Make it in Waco website

Makeitinwaco.com allows customers to buy Waco-made art, crafts and services.

Local artists, musicians and other creatives blindsided by the coronavirus shutdowns will move their wares and services to the internet with a new online marketplace recently activated by Waco arts nonprofit Creative Waco.

The site’s name, makeitinwaco.com, has a double meaning, Creative Waco Executive Director Fiona Bond said. It carries products created and crafted in Waco, but also represents the hope that local artists will survive the temporary but dramatic loss of customers because of the city’s shelter-in-place order meant to slow the spread of the coronavirus.
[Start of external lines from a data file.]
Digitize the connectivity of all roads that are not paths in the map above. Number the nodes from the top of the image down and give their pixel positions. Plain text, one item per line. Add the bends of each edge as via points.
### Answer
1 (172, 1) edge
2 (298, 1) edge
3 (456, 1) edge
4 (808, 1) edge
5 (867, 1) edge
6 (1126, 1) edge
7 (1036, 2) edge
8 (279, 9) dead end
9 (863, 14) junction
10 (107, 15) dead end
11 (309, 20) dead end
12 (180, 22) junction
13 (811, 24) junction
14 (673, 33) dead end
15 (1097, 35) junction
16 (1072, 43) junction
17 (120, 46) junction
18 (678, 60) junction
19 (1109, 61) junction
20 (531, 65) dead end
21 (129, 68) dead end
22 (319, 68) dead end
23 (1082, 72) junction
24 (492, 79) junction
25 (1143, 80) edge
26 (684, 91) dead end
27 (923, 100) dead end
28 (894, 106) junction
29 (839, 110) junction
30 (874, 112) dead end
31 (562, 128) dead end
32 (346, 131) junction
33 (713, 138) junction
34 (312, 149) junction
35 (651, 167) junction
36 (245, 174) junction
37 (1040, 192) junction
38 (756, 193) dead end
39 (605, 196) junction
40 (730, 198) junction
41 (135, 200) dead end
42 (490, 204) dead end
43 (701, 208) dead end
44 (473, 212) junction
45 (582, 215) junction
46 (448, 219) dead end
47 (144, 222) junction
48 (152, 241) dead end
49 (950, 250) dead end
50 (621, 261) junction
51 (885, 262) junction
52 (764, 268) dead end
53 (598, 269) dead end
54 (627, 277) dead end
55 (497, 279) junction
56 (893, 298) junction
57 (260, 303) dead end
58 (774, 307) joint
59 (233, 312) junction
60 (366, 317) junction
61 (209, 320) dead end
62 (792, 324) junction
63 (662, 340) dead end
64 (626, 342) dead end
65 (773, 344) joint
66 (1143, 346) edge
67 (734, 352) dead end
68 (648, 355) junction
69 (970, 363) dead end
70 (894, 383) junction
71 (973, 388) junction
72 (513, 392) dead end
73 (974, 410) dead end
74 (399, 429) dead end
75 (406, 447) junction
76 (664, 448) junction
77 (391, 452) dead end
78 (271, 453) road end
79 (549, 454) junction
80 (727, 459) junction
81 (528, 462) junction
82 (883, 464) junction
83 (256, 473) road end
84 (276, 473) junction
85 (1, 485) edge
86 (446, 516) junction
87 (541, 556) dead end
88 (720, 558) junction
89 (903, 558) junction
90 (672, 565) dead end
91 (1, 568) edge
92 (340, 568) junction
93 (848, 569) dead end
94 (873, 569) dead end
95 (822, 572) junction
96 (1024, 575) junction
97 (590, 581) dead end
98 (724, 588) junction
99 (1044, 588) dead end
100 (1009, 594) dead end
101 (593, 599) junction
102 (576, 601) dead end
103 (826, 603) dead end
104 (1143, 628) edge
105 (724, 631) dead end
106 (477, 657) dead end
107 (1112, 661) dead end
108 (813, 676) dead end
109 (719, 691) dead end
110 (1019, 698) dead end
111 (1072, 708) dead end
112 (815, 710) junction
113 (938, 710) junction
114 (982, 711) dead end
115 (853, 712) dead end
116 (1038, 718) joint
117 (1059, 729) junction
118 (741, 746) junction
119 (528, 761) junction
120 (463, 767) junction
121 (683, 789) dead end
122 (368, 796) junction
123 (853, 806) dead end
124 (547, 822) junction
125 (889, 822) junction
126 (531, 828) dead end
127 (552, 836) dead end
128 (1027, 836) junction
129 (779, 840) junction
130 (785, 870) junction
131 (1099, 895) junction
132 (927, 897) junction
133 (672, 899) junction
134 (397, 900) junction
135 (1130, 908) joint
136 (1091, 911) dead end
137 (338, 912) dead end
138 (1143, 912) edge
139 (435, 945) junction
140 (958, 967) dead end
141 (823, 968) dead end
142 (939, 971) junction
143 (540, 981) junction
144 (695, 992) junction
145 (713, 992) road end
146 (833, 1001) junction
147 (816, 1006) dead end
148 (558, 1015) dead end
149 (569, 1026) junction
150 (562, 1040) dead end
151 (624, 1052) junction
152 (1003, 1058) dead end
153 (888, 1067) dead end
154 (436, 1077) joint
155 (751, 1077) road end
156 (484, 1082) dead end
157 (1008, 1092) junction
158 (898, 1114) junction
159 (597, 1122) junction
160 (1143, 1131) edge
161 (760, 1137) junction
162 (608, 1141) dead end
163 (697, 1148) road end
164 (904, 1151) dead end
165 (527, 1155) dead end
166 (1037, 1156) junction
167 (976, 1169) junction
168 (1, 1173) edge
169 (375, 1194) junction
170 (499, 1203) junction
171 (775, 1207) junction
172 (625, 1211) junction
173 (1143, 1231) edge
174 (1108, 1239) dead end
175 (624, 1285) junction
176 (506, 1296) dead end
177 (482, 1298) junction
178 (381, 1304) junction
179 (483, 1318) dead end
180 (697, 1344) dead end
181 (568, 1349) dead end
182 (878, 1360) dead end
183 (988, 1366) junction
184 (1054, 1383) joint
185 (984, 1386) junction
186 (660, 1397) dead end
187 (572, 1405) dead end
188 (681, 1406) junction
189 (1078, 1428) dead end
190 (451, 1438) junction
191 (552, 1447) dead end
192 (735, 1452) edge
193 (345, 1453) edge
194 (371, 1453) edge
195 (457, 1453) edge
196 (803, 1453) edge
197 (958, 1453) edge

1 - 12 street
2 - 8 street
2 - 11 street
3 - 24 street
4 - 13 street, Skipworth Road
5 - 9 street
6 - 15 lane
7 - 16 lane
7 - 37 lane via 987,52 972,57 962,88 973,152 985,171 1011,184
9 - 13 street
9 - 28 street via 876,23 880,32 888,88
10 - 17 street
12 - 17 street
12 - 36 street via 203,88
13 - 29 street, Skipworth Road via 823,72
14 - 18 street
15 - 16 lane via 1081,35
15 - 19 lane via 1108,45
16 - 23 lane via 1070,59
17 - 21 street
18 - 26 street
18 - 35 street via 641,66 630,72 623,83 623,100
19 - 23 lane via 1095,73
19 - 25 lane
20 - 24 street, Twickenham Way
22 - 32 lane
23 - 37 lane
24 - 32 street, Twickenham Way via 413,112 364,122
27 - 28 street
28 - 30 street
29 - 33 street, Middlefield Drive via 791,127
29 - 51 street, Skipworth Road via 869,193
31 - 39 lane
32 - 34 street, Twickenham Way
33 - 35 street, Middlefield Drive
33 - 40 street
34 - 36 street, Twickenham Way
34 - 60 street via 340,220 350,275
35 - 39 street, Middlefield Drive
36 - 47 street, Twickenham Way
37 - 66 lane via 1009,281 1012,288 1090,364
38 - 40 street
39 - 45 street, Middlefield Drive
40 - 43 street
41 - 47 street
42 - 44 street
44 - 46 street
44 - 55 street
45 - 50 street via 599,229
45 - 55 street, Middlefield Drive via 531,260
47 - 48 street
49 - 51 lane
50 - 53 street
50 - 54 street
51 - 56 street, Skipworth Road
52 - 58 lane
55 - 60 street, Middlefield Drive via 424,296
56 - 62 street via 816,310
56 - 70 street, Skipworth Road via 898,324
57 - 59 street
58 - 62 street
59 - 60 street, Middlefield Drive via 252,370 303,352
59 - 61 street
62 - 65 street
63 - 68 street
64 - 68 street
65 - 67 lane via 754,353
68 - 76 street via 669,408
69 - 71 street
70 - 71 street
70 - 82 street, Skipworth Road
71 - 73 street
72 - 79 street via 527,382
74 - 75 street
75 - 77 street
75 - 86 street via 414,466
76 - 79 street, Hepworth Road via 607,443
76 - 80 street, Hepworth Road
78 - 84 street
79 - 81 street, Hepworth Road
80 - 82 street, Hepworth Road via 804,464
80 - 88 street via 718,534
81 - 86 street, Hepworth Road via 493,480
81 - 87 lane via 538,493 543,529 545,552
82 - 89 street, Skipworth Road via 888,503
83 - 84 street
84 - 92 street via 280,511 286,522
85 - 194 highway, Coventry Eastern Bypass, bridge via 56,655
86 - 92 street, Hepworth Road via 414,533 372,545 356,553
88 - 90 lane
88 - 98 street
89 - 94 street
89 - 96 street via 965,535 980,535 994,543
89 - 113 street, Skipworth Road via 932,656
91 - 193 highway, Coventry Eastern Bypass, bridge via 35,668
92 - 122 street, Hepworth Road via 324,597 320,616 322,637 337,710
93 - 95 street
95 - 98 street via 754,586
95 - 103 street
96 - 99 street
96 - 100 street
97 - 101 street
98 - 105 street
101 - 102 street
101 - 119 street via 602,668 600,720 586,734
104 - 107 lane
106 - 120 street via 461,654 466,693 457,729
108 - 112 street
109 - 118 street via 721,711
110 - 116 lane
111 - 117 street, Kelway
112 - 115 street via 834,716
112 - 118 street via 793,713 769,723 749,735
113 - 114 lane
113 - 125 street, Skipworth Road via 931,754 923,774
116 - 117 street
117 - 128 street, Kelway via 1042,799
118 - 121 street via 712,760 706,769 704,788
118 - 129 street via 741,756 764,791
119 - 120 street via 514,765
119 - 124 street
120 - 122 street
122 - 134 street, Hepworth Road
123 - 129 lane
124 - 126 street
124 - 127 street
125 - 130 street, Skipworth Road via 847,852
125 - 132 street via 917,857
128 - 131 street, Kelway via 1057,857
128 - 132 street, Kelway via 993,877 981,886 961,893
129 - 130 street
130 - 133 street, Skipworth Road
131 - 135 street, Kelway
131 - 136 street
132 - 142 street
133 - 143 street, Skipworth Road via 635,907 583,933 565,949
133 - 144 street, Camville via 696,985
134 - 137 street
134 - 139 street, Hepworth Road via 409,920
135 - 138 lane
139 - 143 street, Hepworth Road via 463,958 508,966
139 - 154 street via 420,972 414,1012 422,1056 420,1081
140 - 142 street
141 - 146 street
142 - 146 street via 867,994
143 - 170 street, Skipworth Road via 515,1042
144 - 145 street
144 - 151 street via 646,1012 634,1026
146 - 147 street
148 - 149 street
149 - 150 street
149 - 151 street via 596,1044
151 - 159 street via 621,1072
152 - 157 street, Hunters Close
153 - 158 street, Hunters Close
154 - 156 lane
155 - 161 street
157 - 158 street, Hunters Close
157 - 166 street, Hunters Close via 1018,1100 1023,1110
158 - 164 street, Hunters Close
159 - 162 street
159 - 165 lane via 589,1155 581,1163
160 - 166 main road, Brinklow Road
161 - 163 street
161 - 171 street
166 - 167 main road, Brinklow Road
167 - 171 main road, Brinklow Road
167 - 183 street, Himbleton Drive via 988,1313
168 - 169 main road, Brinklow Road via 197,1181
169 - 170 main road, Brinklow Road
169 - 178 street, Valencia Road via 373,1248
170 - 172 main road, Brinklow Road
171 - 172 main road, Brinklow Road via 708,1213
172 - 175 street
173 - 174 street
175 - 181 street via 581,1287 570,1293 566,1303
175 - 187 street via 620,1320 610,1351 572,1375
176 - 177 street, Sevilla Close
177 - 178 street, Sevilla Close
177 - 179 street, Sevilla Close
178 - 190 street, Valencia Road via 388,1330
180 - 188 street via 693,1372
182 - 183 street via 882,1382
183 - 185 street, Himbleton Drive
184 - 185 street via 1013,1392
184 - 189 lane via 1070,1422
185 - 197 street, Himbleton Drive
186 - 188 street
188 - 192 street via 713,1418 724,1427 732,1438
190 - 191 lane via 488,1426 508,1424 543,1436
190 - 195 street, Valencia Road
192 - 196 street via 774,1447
Make it in Waco offers items in 12 categories ranging from fine art, crafts and clothing to commissions, summer camps, gift cards, donations and virtual performances.

“It’s like a Waco-based Etsy,” Bond said, referring to the online shopping site for handmade or vintage crafts.

She said early talks with local artists and musicians on offsetting the loss of walk-in traffic and festival sales revealed many of them did not feel they had the tech savvy needed to set up and run an online shop.

That seemed a service that Creative Waco could sponsor, and the Greater Waco Chamber of Commerce and the music and arts advocacy group Keep Waco Loud later signed on to the project. Web designer Jeffrey Cannon of WP Waco, who designed the Sculpture Zoo’s online guide, was tapped to create the sales site.

“We squeezed a three-month project into three weeks,” Bond said.

Almost 40 artists, musicians and organizations are represented on Make it in Waco, including Joel Edwards, Joseph Barbieri, Susan Sistrunk, Mark Kieran, John Storm, Kavitha Saminathan, Julia Harmon, Pedro Lozano, caricaturist Greg Peters and Wendy Davis Hogan.

Customers can order items and services found online and pay through credit card, debit card or Pay Pal. Orders can be mailed, downloaded or delivered to buyers.

Fifteen percent of sales outside of gift cards and donations will be earmarked for a special Creative Waco emergency fund for artists that could cover efforts including skills training, Bond said.

Make it in Waco can expand to accommodate more artists and products, and browsers may find some imaginative services and products offered, including hairdressers’ beauty and hair tips for buyers to look good on Zoom teleconferencing, Bond said.

“I think everyone is open to experimenting right now,” she said.